Hydrodynamic conditions often affect the eutrophication process and play a key role in algal growth in reservoirs. A promising approach for controlling algal blooms in reservoirs is to create adverse hydrodynamic conditions by implementing reservoir operation strategies. However, research on this method is still nascent and does not support practical applications due to the lack of quantitative hydrodynamic thresholds. In this paper, field observations of algal growth from April 2015 to August 2016 were conducted, and a three-dimensional (3D) model that couples hydrodynamics and water temperatures for the Zipingpu Reservoir was established.
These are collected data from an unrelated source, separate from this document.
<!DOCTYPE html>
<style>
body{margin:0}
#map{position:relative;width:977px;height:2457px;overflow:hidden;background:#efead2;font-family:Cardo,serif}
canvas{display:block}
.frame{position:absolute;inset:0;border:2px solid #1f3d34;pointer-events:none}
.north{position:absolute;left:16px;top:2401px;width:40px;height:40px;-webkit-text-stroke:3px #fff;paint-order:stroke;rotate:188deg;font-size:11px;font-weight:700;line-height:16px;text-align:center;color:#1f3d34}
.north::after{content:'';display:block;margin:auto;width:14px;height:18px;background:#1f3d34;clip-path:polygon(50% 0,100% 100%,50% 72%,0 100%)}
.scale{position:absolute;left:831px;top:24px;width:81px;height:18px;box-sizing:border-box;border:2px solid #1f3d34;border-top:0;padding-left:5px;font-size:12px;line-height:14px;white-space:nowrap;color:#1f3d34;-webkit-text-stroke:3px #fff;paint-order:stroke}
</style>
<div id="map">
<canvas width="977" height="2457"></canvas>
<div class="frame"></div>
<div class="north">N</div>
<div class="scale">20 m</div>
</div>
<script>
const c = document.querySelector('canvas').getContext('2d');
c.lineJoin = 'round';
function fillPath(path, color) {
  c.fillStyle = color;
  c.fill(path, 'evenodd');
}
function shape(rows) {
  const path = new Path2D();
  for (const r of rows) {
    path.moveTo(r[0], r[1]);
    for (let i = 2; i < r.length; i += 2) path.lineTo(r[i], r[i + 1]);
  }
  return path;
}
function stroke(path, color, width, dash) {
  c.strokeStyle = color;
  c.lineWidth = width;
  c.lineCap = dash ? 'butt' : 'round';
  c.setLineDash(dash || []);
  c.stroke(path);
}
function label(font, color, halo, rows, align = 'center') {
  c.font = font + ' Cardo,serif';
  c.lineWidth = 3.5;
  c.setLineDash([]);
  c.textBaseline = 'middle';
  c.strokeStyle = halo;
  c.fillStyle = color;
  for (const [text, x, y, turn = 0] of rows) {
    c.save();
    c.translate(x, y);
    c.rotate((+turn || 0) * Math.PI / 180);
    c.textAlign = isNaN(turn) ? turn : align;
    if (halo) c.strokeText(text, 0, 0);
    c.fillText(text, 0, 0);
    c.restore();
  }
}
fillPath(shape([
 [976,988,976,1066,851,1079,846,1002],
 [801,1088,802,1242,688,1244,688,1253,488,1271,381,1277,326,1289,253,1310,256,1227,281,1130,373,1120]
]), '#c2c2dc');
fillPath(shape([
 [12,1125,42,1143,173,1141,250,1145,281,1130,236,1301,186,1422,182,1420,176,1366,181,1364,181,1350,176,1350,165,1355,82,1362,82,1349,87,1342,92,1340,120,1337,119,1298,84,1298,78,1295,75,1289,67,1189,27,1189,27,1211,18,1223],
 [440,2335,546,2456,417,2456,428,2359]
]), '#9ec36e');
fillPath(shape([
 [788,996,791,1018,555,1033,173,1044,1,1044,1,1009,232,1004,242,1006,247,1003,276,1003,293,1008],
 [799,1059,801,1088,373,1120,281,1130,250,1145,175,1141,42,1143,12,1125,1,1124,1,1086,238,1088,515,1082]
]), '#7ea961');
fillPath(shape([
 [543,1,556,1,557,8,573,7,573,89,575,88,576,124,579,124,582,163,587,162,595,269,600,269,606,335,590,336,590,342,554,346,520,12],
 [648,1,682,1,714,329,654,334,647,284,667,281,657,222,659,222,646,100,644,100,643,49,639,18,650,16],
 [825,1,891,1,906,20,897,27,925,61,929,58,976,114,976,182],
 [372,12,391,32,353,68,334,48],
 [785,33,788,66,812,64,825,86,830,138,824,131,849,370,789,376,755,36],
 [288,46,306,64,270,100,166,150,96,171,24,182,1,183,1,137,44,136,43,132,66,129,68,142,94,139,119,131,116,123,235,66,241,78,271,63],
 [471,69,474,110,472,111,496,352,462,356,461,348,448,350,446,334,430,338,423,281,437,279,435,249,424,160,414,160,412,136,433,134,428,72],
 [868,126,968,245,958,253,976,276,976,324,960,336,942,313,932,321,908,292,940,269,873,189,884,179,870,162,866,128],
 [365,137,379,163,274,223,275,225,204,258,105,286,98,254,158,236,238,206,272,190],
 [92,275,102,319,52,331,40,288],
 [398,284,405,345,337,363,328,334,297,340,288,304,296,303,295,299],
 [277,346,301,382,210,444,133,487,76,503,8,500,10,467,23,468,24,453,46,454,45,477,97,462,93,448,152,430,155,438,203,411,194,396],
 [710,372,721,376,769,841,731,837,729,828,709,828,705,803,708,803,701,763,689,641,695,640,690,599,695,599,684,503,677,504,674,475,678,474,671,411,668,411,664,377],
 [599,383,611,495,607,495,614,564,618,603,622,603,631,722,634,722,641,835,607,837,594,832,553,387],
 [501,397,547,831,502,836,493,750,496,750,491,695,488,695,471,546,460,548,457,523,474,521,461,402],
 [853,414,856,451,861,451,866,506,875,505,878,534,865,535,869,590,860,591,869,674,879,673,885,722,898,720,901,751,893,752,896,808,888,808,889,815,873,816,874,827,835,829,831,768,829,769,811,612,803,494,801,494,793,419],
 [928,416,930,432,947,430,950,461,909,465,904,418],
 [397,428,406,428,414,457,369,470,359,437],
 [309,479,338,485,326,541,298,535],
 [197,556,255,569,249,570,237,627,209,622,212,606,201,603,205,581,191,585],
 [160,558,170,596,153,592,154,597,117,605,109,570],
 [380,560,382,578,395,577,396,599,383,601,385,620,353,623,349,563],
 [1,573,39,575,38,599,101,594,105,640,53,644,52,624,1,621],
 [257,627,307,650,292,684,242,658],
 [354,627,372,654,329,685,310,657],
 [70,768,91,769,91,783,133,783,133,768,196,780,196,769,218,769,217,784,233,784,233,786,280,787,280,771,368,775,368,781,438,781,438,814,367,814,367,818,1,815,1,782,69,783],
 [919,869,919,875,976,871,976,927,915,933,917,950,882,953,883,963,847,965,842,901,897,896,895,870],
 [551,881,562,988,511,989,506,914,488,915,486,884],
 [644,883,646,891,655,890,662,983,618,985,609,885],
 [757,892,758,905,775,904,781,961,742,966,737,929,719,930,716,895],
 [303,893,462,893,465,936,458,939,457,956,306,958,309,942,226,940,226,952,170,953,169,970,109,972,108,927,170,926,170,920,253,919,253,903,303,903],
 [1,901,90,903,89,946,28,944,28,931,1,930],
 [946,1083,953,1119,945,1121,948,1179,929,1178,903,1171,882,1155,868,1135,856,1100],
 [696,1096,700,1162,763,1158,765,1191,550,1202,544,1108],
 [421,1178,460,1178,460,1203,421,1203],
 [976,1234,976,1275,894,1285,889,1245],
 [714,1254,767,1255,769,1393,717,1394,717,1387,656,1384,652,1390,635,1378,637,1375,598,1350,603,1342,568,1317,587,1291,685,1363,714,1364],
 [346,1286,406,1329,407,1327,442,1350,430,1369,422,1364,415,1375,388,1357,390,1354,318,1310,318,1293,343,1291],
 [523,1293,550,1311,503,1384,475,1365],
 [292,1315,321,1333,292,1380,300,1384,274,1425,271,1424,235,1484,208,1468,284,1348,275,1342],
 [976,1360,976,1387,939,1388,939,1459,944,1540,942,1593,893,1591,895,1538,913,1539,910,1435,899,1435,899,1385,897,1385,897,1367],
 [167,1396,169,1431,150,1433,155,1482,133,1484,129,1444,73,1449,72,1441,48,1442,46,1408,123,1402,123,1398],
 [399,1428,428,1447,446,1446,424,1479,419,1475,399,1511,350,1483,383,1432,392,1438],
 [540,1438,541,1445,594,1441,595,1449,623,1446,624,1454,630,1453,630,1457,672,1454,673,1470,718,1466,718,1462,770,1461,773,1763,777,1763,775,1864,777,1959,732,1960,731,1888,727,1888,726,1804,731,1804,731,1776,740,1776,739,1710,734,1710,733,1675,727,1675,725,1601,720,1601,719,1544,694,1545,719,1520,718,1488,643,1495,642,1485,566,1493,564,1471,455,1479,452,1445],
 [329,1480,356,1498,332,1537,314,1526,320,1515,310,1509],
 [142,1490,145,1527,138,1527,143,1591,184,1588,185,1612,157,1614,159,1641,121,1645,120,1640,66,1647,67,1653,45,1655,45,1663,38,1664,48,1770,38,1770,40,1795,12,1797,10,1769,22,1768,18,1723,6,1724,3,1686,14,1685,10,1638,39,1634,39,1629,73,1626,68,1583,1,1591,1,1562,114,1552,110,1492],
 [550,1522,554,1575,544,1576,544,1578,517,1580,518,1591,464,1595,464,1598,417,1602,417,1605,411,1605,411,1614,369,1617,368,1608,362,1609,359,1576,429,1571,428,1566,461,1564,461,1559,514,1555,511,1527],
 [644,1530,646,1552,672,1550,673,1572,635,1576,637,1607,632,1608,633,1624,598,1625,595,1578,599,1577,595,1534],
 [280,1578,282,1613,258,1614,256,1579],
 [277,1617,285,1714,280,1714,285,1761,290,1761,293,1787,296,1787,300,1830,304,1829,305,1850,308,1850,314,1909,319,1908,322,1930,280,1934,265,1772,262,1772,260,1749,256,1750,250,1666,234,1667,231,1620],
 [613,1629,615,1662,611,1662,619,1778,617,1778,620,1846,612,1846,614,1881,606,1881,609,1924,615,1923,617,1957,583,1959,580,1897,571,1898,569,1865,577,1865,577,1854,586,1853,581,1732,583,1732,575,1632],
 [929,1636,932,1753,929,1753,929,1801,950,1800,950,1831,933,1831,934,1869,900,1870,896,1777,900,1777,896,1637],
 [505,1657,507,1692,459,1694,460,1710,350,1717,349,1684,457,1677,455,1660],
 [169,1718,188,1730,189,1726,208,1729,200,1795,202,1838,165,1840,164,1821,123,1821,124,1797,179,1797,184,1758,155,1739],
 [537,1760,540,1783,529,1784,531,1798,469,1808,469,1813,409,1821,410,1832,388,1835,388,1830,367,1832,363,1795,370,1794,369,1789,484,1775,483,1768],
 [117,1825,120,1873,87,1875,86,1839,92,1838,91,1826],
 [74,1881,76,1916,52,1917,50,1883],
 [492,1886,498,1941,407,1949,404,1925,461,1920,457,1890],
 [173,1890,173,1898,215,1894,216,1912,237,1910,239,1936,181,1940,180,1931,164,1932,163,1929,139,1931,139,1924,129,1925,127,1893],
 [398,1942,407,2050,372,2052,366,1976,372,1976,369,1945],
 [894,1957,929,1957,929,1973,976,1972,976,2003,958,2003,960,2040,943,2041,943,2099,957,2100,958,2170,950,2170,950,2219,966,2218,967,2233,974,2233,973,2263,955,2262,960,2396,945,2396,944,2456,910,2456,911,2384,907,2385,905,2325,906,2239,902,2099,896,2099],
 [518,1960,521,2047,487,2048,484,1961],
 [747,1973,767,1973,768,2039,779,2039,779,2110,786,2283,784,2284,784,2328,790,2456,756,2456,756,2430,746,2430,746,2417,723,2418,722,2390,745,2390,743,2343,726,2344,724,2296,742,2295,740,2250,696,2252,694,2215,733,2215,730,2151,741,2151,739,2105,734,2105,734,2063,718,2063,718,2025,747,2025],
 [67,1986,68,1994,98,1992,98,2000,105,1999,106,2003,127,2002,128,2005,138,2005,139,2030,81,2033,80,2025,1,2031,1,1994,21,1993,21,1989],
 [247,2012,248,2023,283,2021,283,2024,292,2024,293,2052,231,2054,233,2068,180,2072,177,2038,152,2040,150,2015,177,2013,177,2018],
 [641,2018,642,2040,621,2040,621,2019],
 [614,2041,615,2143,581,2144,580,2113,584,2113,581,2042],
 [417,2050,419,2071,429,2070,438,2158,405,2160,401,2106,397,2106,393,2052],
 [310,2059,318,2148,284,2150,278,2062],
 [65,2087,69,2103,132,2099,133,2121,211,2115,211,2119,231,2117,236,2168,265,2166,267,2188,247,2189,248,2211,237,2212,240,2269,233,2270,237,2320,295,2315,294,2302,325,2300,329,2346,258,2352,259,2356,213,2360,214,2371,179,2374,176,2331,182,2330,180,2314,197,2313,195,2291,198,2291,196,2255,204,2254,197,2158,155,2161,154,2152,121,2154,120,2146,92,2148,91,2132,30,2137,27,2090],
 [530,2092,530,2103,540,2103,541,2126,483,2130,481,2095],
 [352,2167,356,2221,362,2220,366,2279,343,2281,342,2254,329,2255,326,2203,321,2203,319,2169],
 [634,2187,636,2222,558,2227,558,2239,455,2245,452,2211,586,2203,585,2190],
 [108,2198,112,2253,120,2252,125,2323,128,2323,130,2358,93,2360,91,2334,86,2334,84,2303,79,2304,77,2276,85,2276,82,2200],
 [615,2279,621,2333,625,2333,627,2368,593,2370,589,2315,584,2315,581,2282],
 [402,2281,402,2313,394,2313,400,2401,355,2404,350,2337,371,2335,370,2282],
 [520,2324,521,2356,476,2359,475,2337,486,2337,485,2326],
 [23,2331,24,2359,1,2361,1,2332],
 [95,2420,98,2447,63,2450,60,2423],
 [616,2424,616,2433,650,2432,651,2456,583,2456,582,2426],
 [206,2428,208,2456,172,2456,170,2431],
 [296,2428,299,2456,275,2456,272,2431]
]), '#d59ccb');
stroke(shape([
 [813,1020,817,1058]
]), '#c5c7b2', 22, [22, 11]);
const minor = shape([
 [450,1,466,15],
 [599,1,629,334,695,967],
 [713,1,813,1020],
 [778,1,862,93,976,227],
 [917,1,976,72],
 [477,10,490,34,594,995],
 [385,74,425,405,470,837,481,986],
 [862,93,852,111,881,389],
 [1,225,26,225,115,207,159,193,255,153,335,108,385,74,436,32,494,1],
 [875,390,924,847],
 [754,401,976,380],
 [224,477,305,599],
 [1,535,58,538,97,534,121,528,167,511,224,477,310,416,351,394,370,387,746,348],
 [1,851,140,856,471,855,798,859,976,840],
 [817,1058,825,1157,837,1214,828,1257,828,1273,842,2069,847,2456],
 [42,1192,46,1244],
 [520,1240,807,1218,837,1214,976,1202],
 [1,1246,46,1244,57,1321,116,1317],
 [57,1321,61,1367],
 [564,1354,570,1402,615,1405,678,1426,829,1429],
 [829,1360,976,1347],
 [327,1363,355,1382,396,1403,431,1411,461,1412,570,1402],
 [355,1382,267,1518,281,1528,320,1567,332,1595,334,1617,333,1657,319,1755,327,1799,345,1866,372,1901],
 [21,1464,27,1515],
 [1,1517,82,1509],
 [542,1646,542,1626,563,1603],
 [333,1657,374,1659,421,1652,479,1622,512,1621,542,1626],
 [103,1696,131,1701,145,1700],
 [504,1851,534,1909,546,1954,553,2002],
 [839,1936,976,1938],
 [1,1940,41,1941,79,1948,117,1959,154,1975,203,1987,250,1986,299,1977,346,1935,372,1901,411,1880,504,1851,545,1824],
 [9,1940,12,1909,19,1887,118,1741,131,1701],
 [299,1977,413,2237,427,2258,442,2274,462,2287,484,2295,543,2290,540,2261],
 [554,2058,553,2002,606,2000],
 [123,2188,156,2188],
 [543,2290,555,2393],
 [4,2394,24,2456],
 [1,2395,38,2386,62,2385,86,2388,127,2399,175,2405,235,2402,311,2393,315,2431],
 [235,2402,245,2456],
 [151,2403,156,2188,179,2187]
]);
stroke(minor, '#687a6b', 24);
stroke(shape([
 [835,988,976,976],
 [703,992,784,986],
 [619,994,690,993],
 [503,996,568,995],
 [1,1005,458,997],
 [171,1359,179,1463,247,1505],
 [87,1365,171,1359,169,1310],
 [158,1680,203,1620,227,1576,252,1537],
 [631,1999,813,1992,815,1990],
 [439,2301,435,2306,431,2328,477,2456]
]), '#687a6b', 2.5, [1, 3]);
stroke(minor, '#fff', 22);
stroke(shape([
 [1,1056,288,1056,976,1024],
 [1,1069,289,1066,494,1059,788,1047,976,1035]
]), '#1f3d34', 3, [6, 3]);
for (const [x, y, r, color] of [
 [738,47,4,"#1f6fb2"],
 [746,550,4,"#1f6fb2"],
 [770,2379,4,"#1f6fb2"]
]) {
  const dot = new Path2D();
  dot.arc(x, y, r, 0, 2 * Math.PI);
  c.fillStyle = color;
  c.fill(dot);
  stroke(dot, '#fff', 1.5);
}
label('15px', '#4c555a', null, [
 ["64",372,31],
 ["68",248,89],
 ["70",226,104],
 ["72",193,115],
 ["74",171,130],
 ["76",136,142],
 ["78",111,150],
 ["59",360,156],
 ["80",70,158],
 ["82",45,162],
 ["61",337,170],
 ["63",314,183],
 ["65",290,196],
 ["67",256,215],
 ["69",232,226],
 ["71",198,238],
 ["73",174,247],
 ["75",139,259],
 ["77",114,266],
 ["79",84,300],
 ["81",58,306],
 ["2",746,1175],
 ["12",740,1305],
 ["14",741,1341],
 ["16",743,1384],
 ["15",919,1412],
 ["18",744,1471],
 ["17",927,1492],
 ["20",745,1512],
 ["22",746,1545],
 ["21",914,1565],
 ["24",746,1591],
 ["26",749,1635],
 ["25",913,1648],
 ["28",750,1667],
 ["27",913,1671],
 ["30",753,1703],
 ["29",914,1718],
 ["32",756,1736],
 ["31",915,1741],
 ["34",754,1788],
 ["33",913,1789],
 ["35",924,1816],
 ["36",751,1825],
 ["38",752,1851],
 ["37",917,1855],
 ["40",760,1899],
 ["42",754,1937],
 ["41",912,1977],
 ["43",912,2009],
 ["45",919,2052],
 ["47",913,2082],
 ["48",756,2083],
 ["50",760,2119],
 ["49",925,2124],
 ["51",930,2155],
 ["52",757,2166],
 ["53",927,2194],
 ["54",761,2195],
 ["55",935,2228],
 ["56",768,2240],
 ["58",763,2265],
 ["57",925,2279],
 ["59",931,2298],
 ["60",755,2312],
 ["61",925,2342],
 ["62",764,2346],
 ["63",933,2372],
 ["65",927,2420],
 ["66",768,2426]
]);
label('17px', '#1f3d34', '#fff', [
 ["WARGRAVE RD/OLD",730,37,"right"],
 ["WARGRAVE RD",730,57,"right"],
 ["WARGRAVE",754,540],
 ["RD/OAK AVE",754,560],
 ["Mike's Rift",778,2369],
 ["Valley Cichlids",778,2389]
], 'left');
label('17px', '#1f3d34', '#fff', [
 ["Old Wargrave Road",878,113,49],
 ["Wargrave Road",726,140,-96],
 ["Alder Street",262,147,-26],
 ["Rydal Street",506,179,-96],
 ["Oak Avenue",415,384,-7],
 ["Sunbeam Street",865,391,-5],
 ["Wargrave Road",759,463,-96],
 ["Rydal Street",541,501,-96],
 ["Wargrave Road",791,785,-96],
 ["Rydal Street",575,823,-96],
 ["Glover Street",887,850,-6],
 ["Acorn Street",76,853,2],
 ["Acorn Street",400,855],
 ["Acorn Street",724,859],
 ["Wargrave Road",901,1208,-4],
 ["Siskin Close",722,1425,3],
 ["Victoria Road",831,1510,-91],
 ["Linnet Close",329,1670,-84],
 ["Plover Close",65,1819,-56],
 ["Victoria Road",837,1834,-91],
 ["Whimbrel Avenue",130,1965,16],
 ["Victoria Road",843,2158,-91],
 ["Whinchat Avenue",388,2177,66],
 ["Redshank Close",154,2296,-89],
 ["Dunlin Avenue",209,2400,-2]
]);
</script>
Low flow velocities (V) and low Reynolds numbers (Re) in the Longchi tributary are favorable for dinoflagellate growth and accumulation, which can explain why dinoflagellate blooms are more likely to occur in the tributary. A temperature of 18–22 °C is considered a precondition for Peridiniopsis penardii blooms, suggesting that freshwater dinoflagellate species may prefer lower temperatures than marine dinoflagellate species. Shallow mixing layer depth (Z_mix) is conducive to Peridiniopsis penardii gathering in the upper water layers and promotes growth. The shallow euphotic layer depth (Z_eu) was speculated to promote the dominance of this species by stimulating its heterotrophy and inhibiting other algal autotrophy. Furthermore, a boundary line analysis was introduced to characterize the relationships between algal biomass and hydrodynamic indicators. Thus, the thresholds for V, Re, and Z_mix/Z_eu were determined to be 0.034 m s⁻¹, 6.7 × 10⁴, and 1.7, respectively. Either accelerating horizontal flow to exceed the thresholds of V and Re or facilitating vertical mixing to exceed the threshold of Z_mix/Z_eu can prevent dinoflagellate blooms. Therefore, the summarized hydrodynamic threshold system is suggested to be an effective standard for controlling dinoflagellate blooms in the reservoir. Moreover, this study can provide a useful reference for understanding the mechanism of freshwater dinoflagellate blooms.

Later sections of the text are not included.